◆ **Task instructions**: No pictures, nothing altered: return the data below.

#####

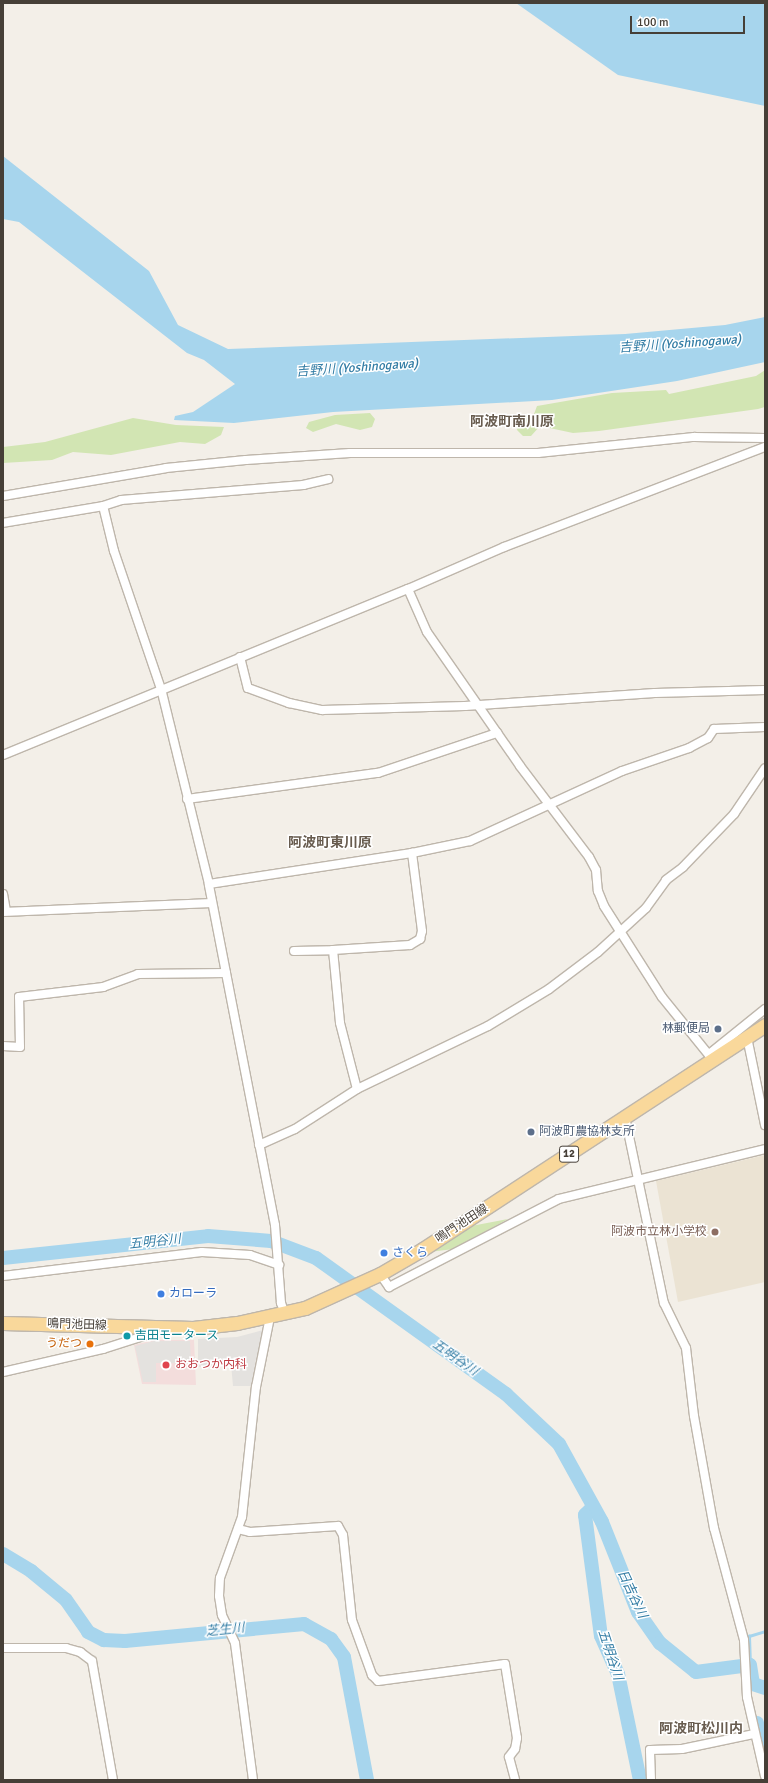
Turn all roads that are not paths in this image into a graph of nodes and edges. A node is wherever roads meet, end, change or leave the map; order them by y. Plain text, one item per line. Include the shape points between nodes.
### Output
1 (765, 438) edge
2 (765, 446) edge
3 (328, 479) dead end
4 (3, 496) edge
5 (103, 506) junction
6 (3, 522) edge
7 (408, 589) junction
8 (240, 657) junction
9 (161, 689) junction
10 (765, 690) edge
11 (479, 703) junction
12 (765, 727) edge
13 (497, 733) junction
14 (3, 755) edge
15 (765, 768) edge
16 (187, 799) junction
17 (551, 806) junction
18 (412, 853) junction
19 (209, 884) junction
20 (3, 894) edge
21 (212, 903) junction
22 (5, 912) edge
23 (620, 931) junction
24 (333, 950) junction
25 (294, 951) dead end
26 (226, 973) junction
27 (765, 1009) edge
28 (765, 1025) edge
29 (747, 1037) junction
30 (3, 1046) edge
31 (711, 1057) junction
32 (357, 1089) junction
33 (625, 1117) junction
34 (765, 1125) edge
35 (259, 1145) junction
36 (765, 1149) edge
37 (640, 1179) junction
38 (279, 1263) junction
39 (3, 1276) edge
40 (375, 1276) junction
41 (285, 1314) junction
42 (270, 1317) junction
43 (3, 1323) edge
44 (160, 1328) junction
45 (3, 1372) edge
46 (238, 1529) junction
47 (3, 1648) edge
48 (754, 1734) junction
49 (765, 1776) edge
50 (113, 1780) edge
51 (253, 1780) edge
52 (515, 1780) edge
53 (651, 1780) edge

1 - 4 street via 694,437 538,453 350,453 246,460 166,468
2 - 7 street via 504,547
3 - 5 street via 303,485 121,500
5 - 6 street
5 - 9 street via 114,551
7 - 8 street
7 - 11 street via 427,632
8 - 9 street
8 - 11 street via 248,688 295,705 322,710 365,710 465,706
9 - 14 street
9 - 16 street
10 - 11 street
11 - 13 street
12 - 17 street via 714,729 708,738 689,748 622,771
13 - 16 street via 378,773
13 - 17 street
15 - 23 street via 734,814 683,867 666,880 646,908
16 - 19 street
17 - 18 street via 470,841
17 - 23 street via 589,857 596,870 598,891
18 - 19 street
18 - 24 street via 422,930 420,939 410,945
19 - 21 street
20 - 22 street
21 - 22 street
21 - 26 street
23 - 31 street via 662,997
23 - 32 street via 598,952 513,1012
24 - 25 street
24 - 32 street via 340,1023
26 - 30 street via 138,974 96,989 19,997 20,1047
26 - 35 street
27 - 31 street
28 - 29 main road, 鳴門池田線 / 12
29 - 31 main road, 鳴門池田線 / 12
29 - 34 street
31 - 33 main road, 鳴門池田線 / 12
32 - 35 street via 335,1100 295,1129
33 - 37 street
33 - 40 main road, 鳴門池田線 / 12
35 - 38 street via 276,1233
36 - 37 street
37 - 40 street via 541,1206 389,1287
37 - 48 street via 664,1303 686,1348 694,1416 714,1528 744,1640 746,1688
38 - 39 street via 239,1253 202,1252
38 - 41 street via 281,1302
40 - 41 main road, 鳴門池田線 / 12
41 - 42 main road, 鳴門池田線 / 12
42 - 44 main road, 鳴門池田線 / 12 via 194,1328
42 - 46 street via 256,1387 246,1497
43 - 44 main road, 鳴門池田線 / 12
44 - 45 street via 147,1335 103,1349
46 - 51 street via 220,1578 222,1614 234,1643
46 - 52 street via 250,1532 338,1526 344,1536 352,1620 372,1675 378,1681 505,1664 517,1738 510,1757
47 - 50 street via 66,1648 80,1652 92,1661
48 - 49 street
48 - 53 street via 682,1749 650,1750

#####

◆ **The completed task**:
Turn all roads that are not paths in this image into a graph of nodes and edges. A node is wherever roads meet, end, change or leave the map; order them by y. Plain text, one item per line. Include the shape points between nodes.
### Output
1 (765, 438) edge
2 (765, 446) edge
3 (328, 479) dead end
4 (3, 496) edge
5 (103, 506) junction
6 (3, 522) edge
7 (408, 589) junction
8 (240, 657) junction
9 (161, 689) junction
10 (765, 690) edge
11 (479, 703) junction
12 (765, 727) edge
13 (497, 733) junction
14 (3, 755) edge
15 (765, 768) edge
16 (187, 799) junction
17 (551, 806) junction
18 (412, 853) junction
19 (209, 884) junction
20 (3, 894) edge
21 (212, 903) junction
22 (5, 912) edge
23 (620, 931) junction
24 (333, 950) junction
25 (294, 951) dead end
26 (226, 973) junction
27 (765, 1009) edge
28 (765, 1025) edge
29 (747, 1037) junction
30 (3, 1046) edge
31 (711, 1057) junction
32 (357, 1089) junction
33 (625, 1117) junction
34 (765, 1125) edge
35 (259, 1145) junction
36 (765, 1149) edge
37 (640, 1179) junction
38 (279, 1263) junction
39 (3, 1276) edge
40 (375, 1276) junction
41 (285, 1314) junction
42 (270, 1317) junction
43 (3, 1323) edge
44 (160, 1328) junction
45 (3, 1372) edge
46 (238, 1529) junction
47 (3, 1648) edge
48 (754, 1734) junction
49 (765, 1776) edge
50 (113, 1780) edge
51 (253, 1780) edge
52 (515, 1780) edge
53 (651, 1780) edge

1 - 4 street via 694,437 538,453 350,453 246,460 166,468
2 - 7 street via 504,547
3 - 5 street via 303,485 121,500
5 - 6 street
5 - 9 street via 114,551
7 - 8 street
7 - 11 street via 427,632
8 - 9 street
8 - 11 street via 248,688 295,705 322,710 365,710 465,706
9 - 14 street
9 - 16 street
10 - 11 street
11 - 13 street
12 - 17 street via 714,729 708,738 689,748 622,771
13 - 16 street via 378,773
13 - 17 street
15 - 23 street via 734,814 683,867 666,880 646,908
16 - 19 street
17 - 18 street via 470,841
17 - 23 street via 589,857 596,870 598,891
18 - 19 street
18 - 24 street via 422,930 420,939 410,945
19 - 21 street
20 - 22 street
21 - 22 street
21 - 26 street
23 - 31 street via 662,997
23 - 32 street via 598,952 513,1012
24 - 25 street
24 - 32 street via 340,1023
26 - 30 street via 138,974 96,989 19,997 20,1047
26 - 35 street
27 - 31 street
28 - 29 main road, 鳴門池田線 / 12
29 - 31 main road, 鳴門池田線 / 12
29 - 34 street
31 - 33 main road, 鳴門池田線 / 12
32 - 35 street via 335,1100 295,1129
33 - 37 street
33 - 40 main road, 鳴門池田線 / 12
35 - 38 street via 276,1233
36 - 37 street
37 - 40 street via 541,1206 389,1287
37 - 48 street via 664,1303 686,1348 694,1416 714,1528 744,1640 746,1688
38 - 39 street via 239,1253 202,1252
38 - 41 street via 281,1302
40 - 41 main road, 鳴門池田線 / 12
41 - 42 main road, 鳴門池田線 / 12
42 - 44 main road, 鳴門池田線 / 12 via 194,1328
42 - 46 street via 256,1387 246,1497
43 - 44 main road, 鳴門池田線 / 12
44 - 45 street via 147,1335 103,1349
46 - 51 street via 220,1578 222,1614 234,1643
46 - 52 street via 250,1532 338,1526 344,1536 352,1620 372,1675 378,1681 505,1664 517,1738 510,1757
47 - 50 street via 66,1648 80,1652 92,1661
48 - 49 street
48 - 53 street via 682,1749 650,1750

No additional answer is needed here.